Have you ever seriously regretted it?
No. Especially not now with Tweet Land of Liberty. After Beacon Press asked to publish the tweets, I walked around thinking, Too good to be true. Did I dream this? Though on many days I've regretted the seven-day-a-week pledge, mainly because of the weekend news vacuum.
How long does it take to write a tweet that rhymes, has perfect meter, relies on facts and is entertaining?
The shortest* took only a few minutes due to a dual gift of topic and rhymeability, but I've taken two-plus hours for some, and that's usually attributable to nothing much happening. Also, I don't want near-rhymes or tortured phrases or--truly unforgiveable--lines that don't scan. And then there's the 140-character limit, though, after 13 months, I seem to hit the right length without much pinching.
*Bit by penguin at a zoo/ What's a candidate to do?/ Soon the bird wrote in his blog/ "Newt tastes like an underdog."
Do you think you're preaching, er, tweeting to the choir, or possibly enlightening some voters? Perhaps drawing apolitical readers in to the political discussion?

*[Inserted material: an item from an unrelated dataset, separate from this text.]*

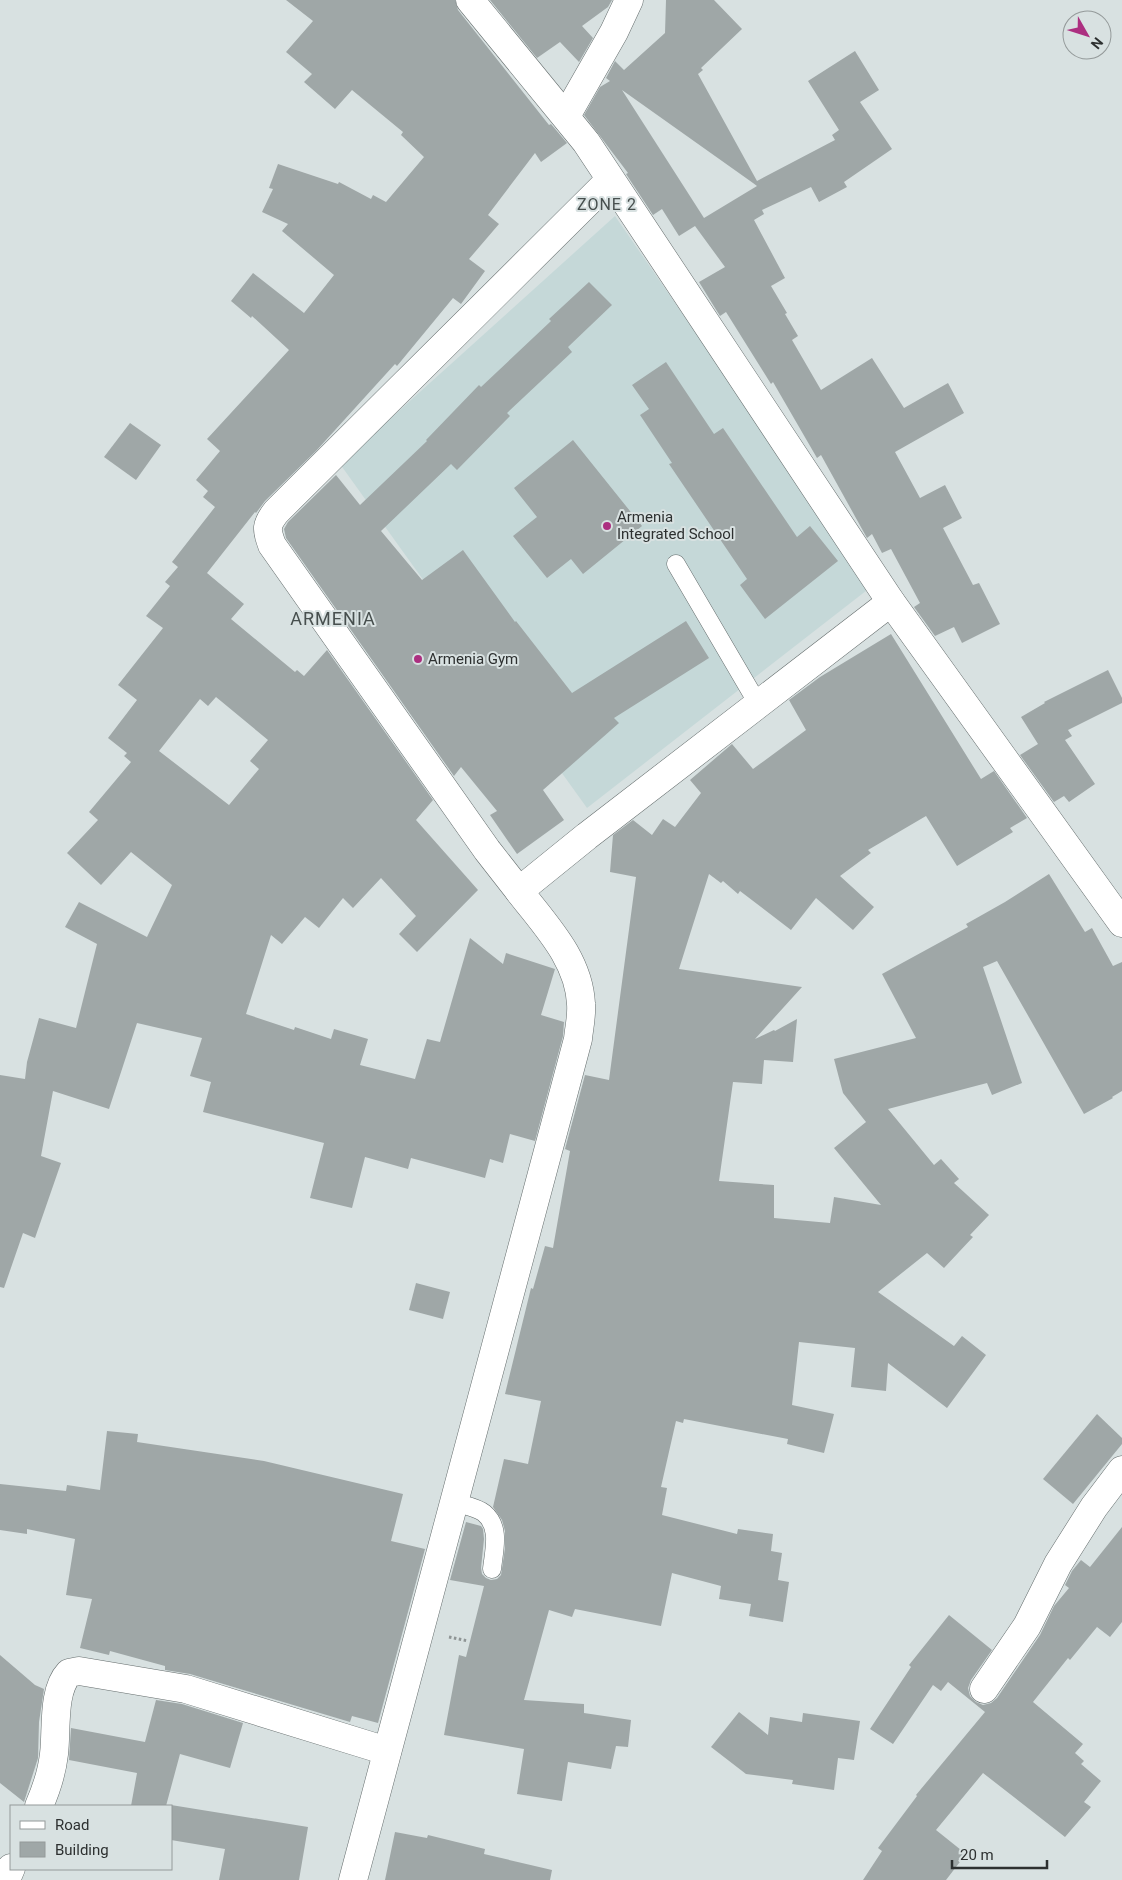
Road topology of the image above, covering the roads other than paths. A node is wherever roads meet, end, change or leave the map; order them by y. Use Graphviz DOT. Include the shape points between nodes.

Guilty as charged, tweeting to the choir. I do admit to being a Yellow-Dog Democrat, but hail to my favorite Republicans, without whom I'd have few subjects and no objects of derision. I'm not going to convert Rush Limbaugh, but maybe some fence-sitters can be won over with humor. Or with poetry.
Do you think your tweets offer people frustrated by politics a satisfying way to feel less alone in their angst?

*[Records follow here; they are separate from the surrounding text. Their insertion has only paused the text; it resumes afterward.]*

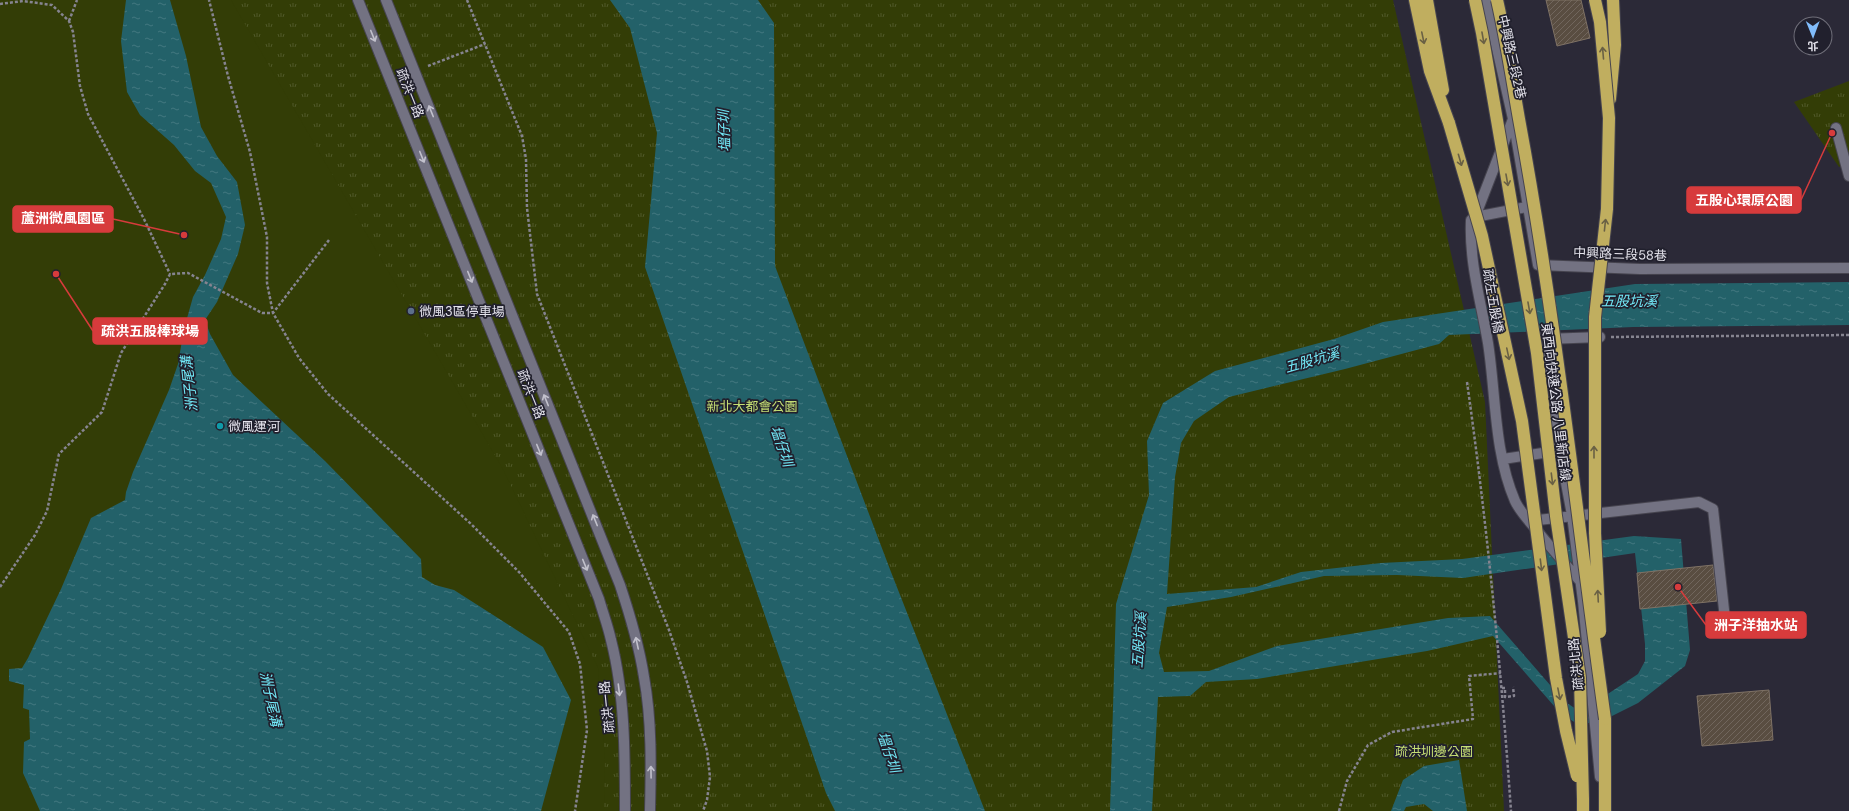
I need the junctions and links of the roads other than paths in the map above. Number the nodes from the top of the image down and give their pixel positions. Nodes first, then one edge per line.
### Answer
1 (358, 0) edge
2 (386, 0) edge
3 (1415, 0) edge
4 (1427, 0) edge
5 (1475, 0) edge
6 (1486, 0) edge
7 (1497, 0) edge
8 (1595, 0) edge
9 (1613, 0) edge
10 (1609, 118) junction
11 (1513, 119) junction
12 (1449, 123) junction
13 (1836, 128) dead end
14 (1849, 176) edge
15 (1527, 207) junction
16 (1475, 217) junction
17 (1849, 268) edge
18 (1600, 337) road end
19 (1560, 451) junction
20 (1503, 459) junction
21 (1572, 515) junction
22 (1529, 521) junction
23 (1580, 582) junction
24 (1725, 619) dead end
25 (1605, 719) junction
26 (1583, 799) junction
27 (625, 811) edge
28 (650, 811) edge
29 (1583, 811) edge
30 (1601, 811) edge
31 (1605, 811) edge

1 -> 27 street, 疏洪一路
28 -> 2 street, 疏洪一路
3 -> 12 highway
4 - 12 highway
5 -> 26 highway, 東西向快速公路 八里新店線, bridge
6 - 11 street, 中興路三段2巷
7 - 25 highway, 東西向快速公路 八里新店線, bridge
10 -> 8 highway, bridge
9 - 10 highway, bridge
25 -> 10 highway, bridge
11 - 15 street, 中興路三段58巷
11 - 16 street
12 -> 26 highway, bridge
13 - 14 street
15 - 16 street
15 - 17 street, 中興路三段58巷
16 - 20 street, 疏左五股橋
18 - 19 street, 疏洪北路
19 - 20 street
19 - 21 street, 疏洪北路
20 - 22 street, 疏左五股橋
21 - 22 street
21 - 23 street, 疏洪北路
21 - 24 street
22 - 23 street, 疏左五股橋
23 - 30 street, 疏洪北路
25 - 31 highway, 東西向快速公路 八里新店線
26 - 29 highway, 東西向快速公路 八里新店線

Yes! I'm going to adopt that as my slogan. Thank you. But seriously, when readers say that about my novels--that they make them feel less alone--I take it as the highest compliment.

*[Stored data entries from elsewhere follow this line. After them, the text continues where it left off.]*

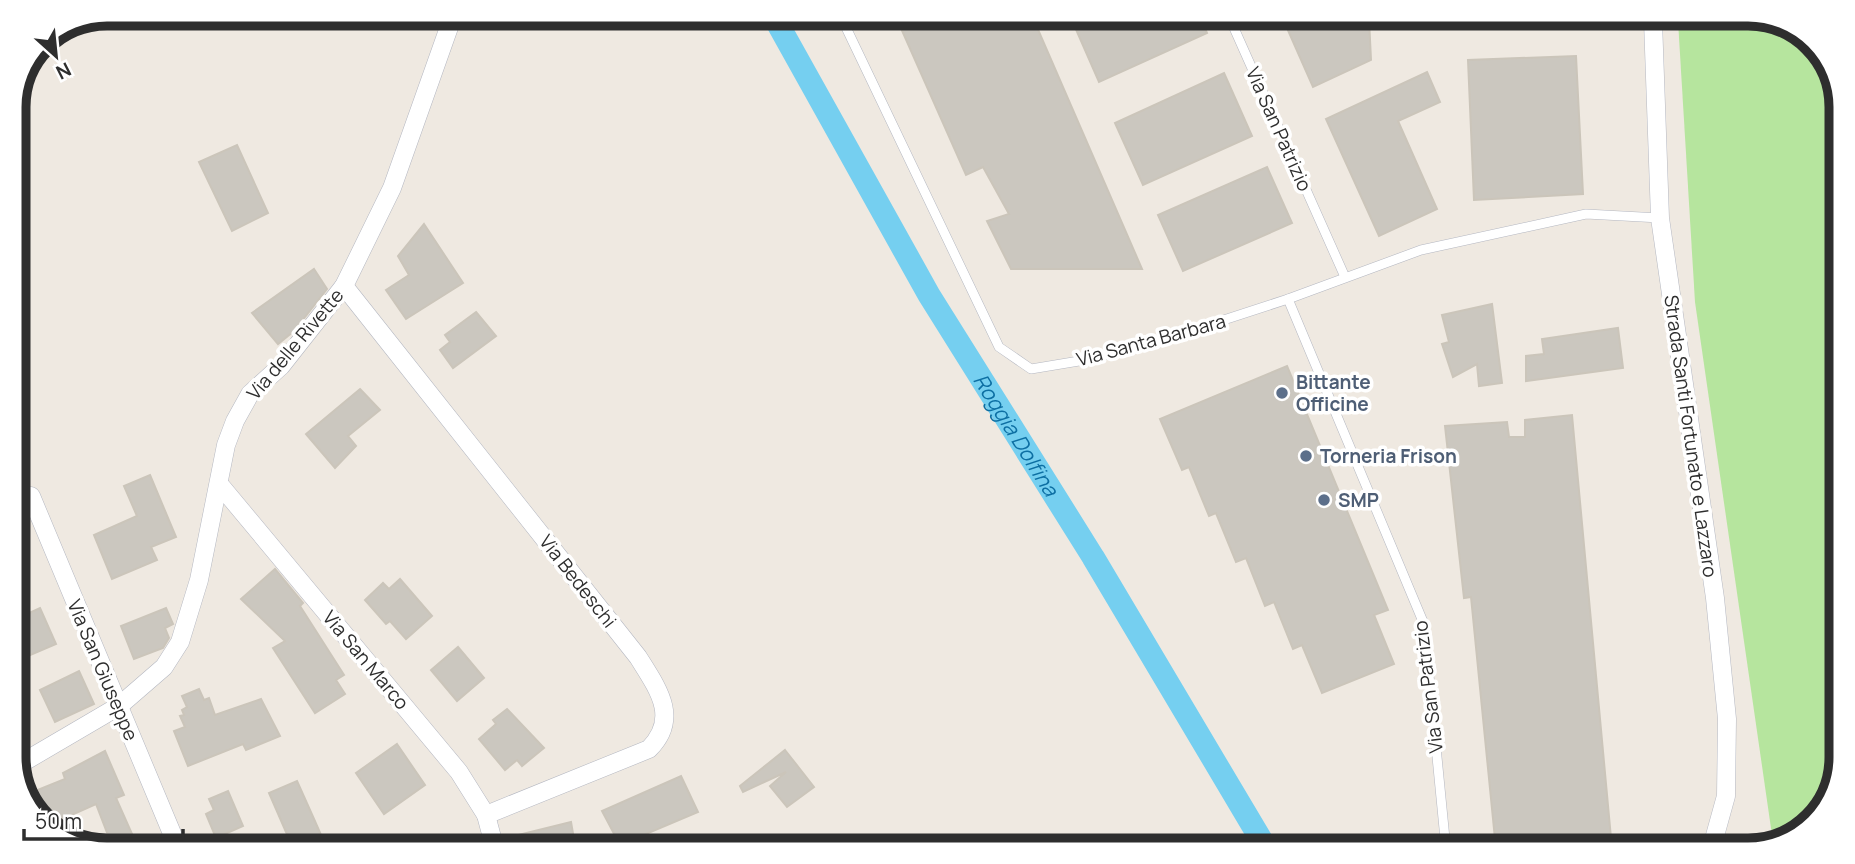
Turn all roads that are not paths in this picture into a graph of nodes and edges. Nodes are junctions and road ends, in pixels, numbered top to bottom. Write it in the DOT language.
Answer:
graph roads {
  1 [pos="449,26"];
  2 [pos="845,26"];
  3 [pos="1233,26"];
  4 [pos="1653,26"];
  5 [pos="1660,218"];
  6 [pos="1345,277"];
  7 [pos="344,286"];
  8 [pos="1288,299"];
  9 [pos="220,485"];
  10 [pos="31,496"];
  11 [pos="119,706"];
  12 [pos="26,761"];
  13 [pos="486,816"];
  14 [pos="174,838"];
  15 [pos="493,838"];
  16 [pos="1445,838"];
  17 [pos="1714,838"];
  1 -- 7 [label="street, Via delle Rivette"];
  2 -- 8 [label="lane, Via Santa Barbara"];
  3 -- 6 [label="lane, Via San Patrizio"];
  4 -- 5 [label="street, Strada Santi Fortunato e Lazzaro"];
  5 -- 6 [label="lane, Via Santa Barbara"];
  5 -- 17 [label="street, Strada Santi Fortunato e Lazzaro"];
  6 -- 8 [label="lane, Via Santa Barbara"];
  7 -- 9 [label="street, Via delle Rivette"];
  7 -- 13 [label="street, Via Bedeschi"];
  8 -- 16 [label="lane, Via San Patrizio"];
  9 -- 11 [label="street, Via delle Rivette"];
  9 -- 13 [label="street, Via San Marco"];
  10 -- 11 [label="street, Via San Giuseppe"];
  11 -- 12 [label="street, Via delle Rivette"];
  11 -- 14 [label="street, Via San Giuseppe"];
  13 -- 15 [label="street, Via San Marco"];
}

Have you alienated any conservative acquaintances?
Probably. Sometimes Facebook friends write a rebuttal, but not as often as you'd think. A few took offense when I had a little fun with "dressage," but I remind myself before I post something a little edgier--using the words "douche" and "vaginas" come to mind--that it's the Twitterverse and I shouldn't be a sissy.
Your tweets seemed to be evenly divided among the Republican candidates during the primaries. Was that in fact true or did someone lead in tweet-ability?
Oh yes, tweet-ability was my guide. Plus ridiculousness. I tried not to write several tweets in a row about the same person, but who could resist Bachmann, Cain and Gingrich? Santorum was great, too, and surprisingly easy to rhyme. One of my most popular tweets rhymed Santorum with Purim. I miss them all.
How often do you tweet about a non-political news item? You occasionally digress ("Are You There, God? It's me, Tim Tebow" comes to mind.) Is this a conscious effort to take a break?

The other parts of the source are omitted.